# new R34 GTR vspec UK bayside blue



## Maxi (May 9, 2003)

Hi

I Just came back from UK where I bought a bayside blue R34 gtr v spec uk  
It s almost standard with just an HKS hyper muffler fitted for the moment, but I've already been to RB motorsport to get a trust downpipe, some greddy iridium spark plugs,etc.

Here are some pictures when the gtr was at middlehurst

Thanks to Trevor for his help :smokin:


----------



## Demon Dave (Sep 15, 2002)

very, very nice. :smokin:

I'd also put some clear indicators on - they look so much better than the stock orange ones IMHO


----------



## Maxi (May 9, 2003)

Demon Dave said:


> very, very nice. :smokin:
> 
> I'd also put some clear indicators on - they look so much better than the stock orange ones IMHO


Thank you

I wanted to buy them, but they only had the side repeaters in stock at Middlehurst, and oly smoked front and clear side at RB motorsport.

I'll get them as soon as I order some parts,hehe


----------



## DCD (Jun 28, 2001)

Cazzo! Maxi non ci credo!!  

About time my friend!!  :smokin: 

You better come to Varano in December!


----------



## Bean (Oct 12, 2001)

Maxi,

Class purchase there.


I have a surplus set of clear front and side indicators if you want them ?
Maybe Dino can bring them over for you ?


----------



## TurboAWD (May 6, 2002)

Maxi, my friend, congratulations!

Welcome to Team Bayside  

~Manuel~


----------



## greek r34 (Sep 26, 2003)

*monaco*

at last some one on the mainland aspecially monaco who knows how to spend good money for a speciaal racecar up to the tunnel full boost ahead show them whos got the power down the riviera skyline power


----------



## Perra (Jan 6, 2002)

Excellent choice, Maxi! Congratulations!

/P


----------



## TurboAWD (May 6, 2002)

I just noticed that all who posted on this thread has a Bayside Blue colored GTR  

~Manuel~


----------



## DCD (Jun 28, 2001)

Wangan blue! Only color to have


----------



## Maxi (May 9, 2003)

Hehe,

Thanks everyone!

Bayside blue is really beautiful, I noticed that in the pictures it looks brighter.

Bean, Dino will contact you.


----------



## Colonel Mullet (Jul 7, 2003)

That's a nice colour car...


----------



## gainsboro (Dec 6, 2001)

Make sure you kick Claudius's ass with it Maxi !

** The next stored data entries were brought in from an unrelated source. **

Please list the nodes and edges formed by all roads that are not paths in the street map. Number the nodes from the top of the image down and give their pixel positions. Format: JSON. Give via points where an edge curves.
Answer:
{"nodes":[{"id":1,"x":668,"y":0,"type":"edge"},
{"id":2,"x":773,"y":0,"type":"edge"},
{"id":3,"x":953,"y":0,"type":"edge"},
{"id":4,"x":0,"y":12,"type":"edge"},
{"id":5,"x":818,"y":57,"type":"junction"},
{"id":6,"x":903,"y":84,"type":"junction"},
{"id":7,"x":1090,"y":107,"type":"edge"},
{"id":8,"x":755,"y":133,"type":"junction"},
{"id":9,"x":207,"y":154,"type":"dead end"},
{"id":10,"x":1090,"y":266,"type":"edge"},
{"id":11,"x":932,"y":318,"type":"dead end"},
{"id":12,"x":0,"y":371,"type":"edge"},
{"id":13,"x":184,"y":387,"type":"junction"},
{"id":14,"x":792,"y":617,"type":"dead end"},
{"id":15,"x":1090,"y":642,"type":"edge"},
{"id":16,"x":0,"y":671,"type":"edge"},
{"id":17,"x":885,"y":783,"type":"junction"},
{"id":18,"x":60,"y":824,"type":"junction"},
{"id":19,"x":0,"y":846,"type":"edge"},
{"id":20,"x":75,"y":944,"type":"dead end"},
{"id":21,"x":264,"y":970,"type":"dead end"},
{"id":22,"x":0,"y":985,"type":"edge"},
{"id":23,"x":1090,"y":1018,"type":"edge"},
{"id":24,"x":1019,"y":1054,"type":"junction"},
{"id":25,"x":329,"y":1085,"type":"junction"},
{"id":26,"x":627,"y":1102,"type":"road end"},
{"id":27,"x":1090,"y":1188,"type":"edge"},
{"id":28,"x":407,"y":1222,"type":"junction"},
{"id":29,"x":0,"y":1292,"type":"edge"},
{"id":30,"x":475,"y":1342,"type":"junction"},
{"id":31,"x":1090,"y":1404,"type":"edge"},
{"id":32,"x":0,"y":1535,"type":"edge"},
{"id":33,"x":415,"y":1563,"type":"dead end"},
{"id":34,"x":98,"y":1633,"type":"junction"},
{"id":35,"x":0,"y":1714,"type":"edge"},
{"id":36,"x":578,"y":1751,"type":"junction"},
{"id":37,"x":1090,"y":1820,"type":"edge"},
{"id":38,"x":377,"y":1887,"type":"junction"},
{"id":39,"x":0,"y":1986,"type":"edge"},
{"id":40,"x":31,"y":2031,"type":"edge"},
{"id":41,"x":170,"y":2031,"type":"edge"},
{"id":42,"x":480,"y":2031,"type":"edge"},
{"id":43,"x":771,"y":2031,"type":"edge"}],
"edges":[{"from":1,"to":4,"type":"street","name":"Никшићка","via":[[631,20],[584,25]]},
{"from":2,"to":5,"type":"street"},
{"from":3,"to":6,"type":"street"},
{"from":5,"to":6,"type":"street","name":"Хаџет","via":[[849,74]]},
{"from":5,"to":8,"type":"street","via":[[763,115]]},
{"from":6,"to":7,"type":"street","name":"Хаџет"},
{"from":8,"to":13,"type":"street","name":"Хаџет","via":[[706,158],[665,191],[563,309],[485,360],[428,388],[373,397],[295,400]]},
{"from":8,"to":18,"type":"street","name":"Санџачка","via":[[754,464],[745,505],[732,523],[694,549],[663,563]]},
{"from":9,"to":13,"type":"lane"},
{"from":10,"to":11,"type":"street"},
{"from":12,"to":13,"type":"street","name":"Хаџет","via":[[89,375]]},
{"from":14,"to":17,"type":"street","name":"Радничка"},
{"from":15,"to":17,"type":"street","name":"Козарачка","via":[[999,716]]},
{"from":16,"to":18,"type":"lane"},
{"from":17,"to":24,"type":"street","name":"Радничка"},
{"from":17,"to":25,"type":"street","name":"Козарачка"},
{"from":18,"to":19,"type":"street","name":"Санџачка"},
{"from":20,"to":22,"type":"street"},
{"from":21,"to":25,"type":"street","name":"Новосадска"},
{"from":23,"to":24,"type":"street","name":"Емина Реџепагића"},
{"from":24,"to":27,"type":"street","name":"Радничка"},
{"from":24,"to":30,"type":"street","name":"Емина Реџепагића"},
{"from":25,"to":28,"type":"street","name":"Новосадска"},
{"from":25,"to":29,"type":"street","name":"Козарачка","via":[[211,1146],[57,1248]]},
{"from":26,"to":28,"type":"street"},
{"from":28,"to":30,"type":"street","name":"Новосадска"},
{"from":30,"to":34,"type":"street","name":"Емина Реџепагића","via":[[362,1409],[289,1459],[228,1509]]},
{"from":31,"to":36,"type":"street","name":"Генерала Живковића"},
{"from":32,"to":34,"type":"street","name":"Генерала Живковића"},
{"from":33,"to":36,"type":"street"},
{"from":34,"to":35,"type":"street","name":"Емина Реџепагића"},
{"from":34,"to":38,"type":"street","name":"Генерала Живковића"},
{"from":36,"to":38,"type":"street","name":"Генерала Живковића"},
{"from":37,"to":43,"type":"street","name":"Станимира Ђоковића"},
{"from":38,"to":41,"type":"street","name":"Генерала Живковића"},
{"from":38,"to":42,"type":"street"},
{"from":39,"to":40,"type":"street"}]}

From an old friend with excellent taste in cars


----------



## skymania (May 28, 2004)

Very nice mate :smokin:


----------



## Maxi (May 9, 2003)

Gainsboro,

Do I know you from other forums    
BTW Claudius have his evo somewhere in france to change some parts and is probably not finish.


----------



## Richie (Oct 18, 2001)

Congrats man!!!!
You finally did it.
Did you allready get it registered in Monaco?


----------



## Trevor (Jul 2, 2002)

Hey Dario,

What an exhausting weekend eh? In the end its been worth all the hassle to get the car though! I am now waiting for some cool Monaco shots...

Hmm, kinda got me thinking I need to buy another BB, heh, Perra I hope your enjoying the car mate !!! 

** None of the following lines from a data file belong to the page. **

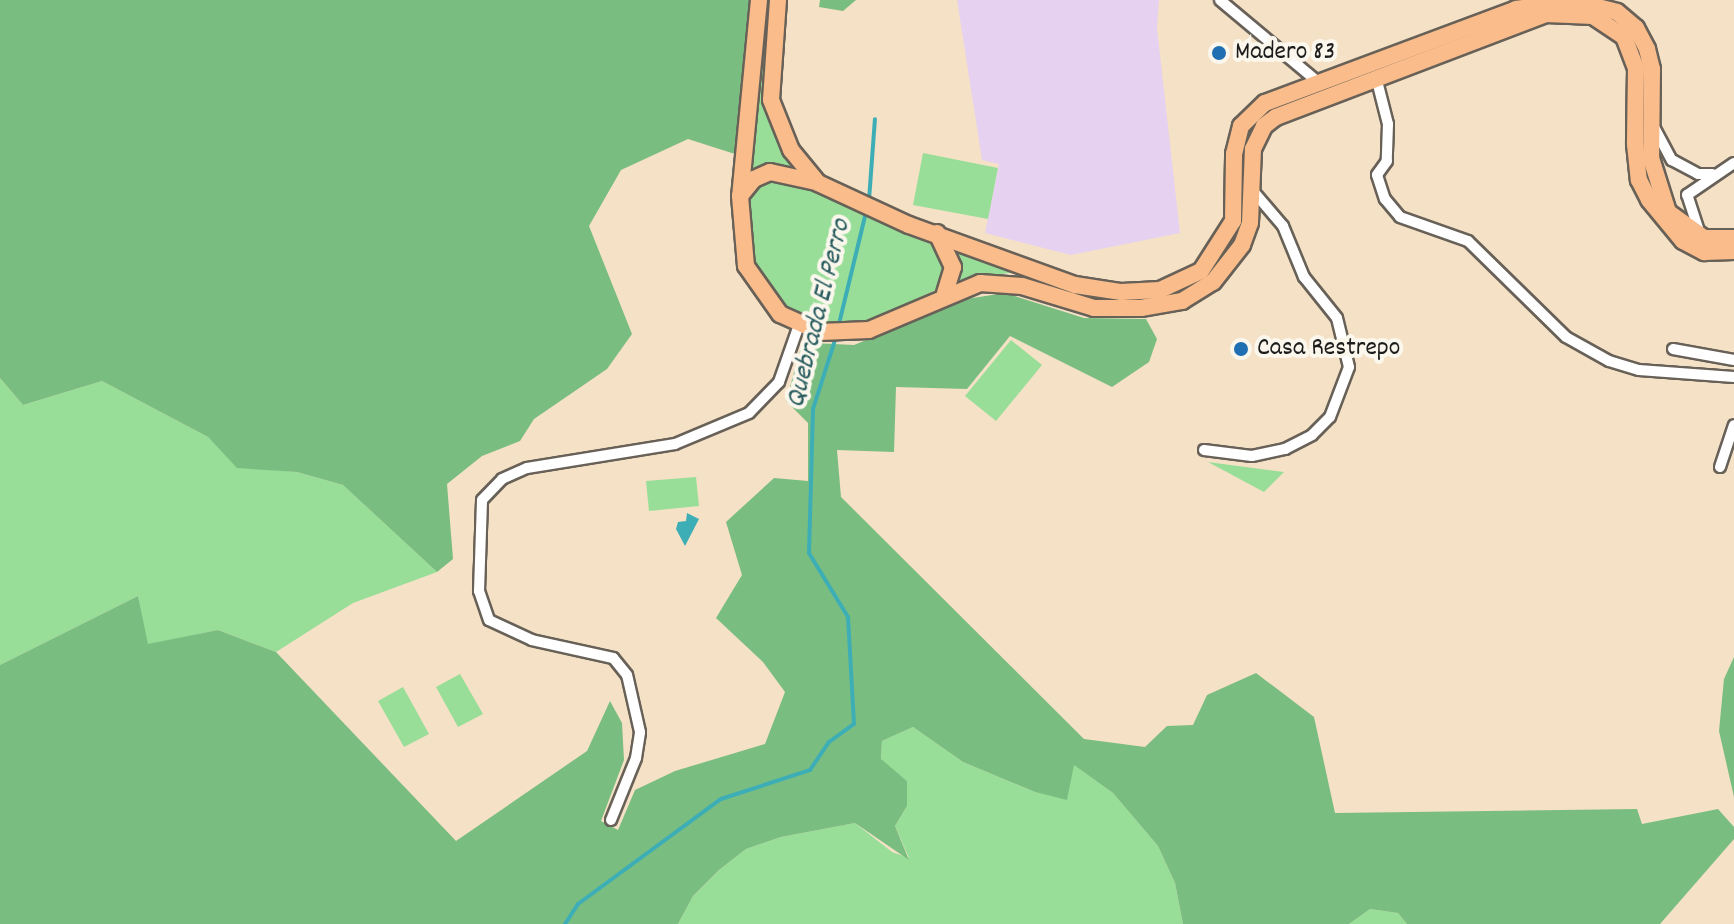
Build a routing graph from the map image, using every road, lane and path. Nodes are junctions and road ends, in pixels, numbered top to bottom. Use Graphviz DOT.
graph roads {
  1 [pos="759,0"];
  2 [pos="778,0"];
  3 [pos="1220,0"];
  4 [pos="1376,77"];
  5 [pos="1318,82"];
  6 [pos="1649,116"];
  7 [pos="1734,163"];
  8 [pos="1718,174"];
  9 [pos="818,183"];
  10 [pos="1253,191"];
  11 [pos="740,196"];
  12 [pos="937,233"];
  13 [pos="1704,238"];
  14 [pos="1734,238"];
  15 [pos="1734,251"];
  16 [pos="945,294"];
  17 [pos="799,325"];
  18 [pos="1673,349"];
  19 [pos="1734,360"];
  20 [pos="1734,377"];
  21 [pos="1734,425"];
  22 [pos="1204,450"];
  23 [pos="1720,467"];
  24 [pos="611,820"];
  1 -- 11 [label="main road"];
  2 -- 9 [label="main road"];
  3 -- 5 [label="street"];
  4 -- 10 [label="main road"];
  4 -- 15 [label="main road"];
  4 -- 20 [label="street"];
  5 -- 6 [label="main road"];
  5 -- 12 [label="main road"];
  6 -- 8 [label="street"];
  6 -- 13 [label="main road"];
  7 -- 8 [label="street"];
  8 -- 13 [label="street"];
  9 -- 11 [label="main road"];
  9 -- 12 [label="main road"];
  10 -- 16 [label="main road"];
  10 -- 22 [label="street"];
  11 -- 17 [label="main road"];
  12 -- 16 [label="main road"];
  13 -- 14 [label="main road"];
  16 -- 17 [label="main road"];
  17 -- 24 [label="street"];
  18 -- 19 [label="street"];
  21 -- 23 [label="street"];
}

Take it easy guys, BB rules the 34!

T
ex uk BB R34 Skyline GT-R V-Spec owner


----------



## Maxi (May 9, 2003)

Hey Trevor,

When are you getting another gtr then? :smokin: 

Thank you again for taking me round in uk, and all your advice


----------



## Trevor (Jul 2, 2002)

Well, I'd need to get something better than my old BB'34 so that leads me either to a NUR edition (rare and costly) or a 550+ tuned variant (expensive if it goes wrong). Hmmm decision decisions.. 

In the end I am getting a little fed up of highly tuned cars (my TRD 2000 GT for example, nobody wants to touch it, even wheel alignment!!) so its a tricky one..

May go and do a 'Blowdog' and get a 550 Maranello, always fancied one of them, and I would consider a 4 year old example as they are a bargin compared to new...


----------



## bladerider (Jun 29, 2002)

Nice one Maxi,

Welcome to the Team. Hope you have many fun times enjoying the skyline smile in Monaco, showing up all those Lambos and Fezzas (no offence Cem   )

J.


----------



## Perra (Jan 6, 2002)

Trevor: Yes thanks, I´m enjoying the car very much! As you know it´s absolutely fabulous to drive. Get another one, mate! 

/P


----------